• Exercise description
Whenever the string "index" turns up in a line below, that line should be copied.

━━ Data for the task

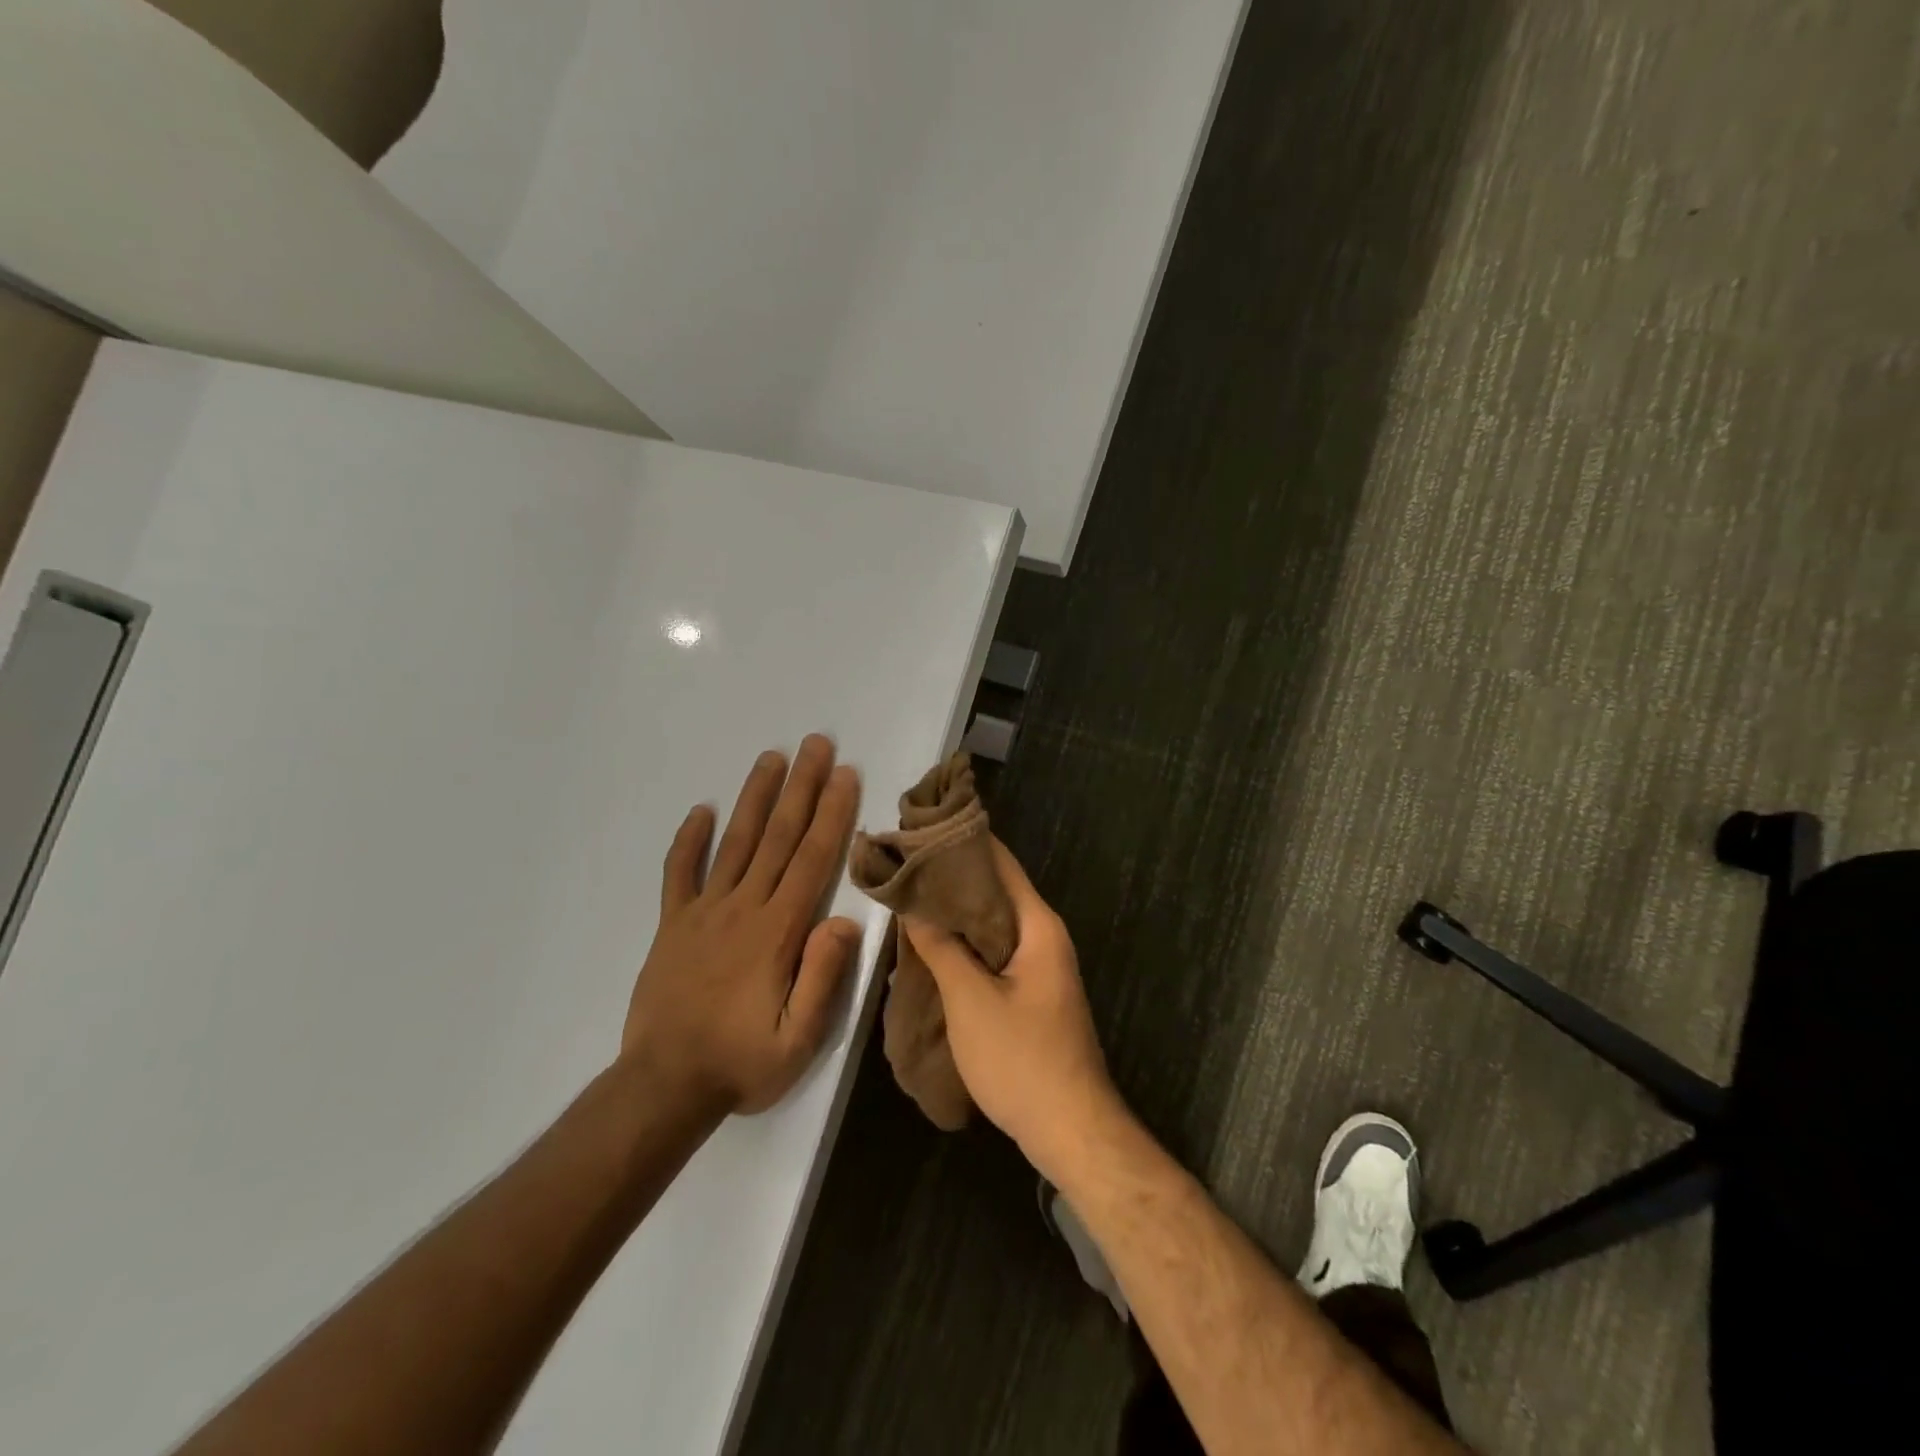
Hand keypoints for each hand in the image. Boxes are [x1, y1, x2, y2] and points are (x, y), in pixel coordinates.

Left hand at [622, 736, 862, 1114]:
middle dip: (800, 788)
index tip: (844, 775)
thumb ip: (822, 978)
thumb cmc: (741, 1063)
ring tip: (770, 758)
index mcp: (777, 932)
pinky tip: (700, 811)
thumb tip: (843, 920)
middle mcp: (742, 908)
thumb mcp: (798, 1039)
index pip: (811, 860)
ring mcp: (702, 913)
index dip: (831, 814)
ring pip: (734, 843)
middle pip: (777, 837)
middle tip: (815, 744)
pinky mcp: (672, 925)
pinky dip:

━━━━

• Exercise result
index tip: (844, 775)
index mcp: (777, 932)
index pip: (811, 860)
index dip: (831, 814)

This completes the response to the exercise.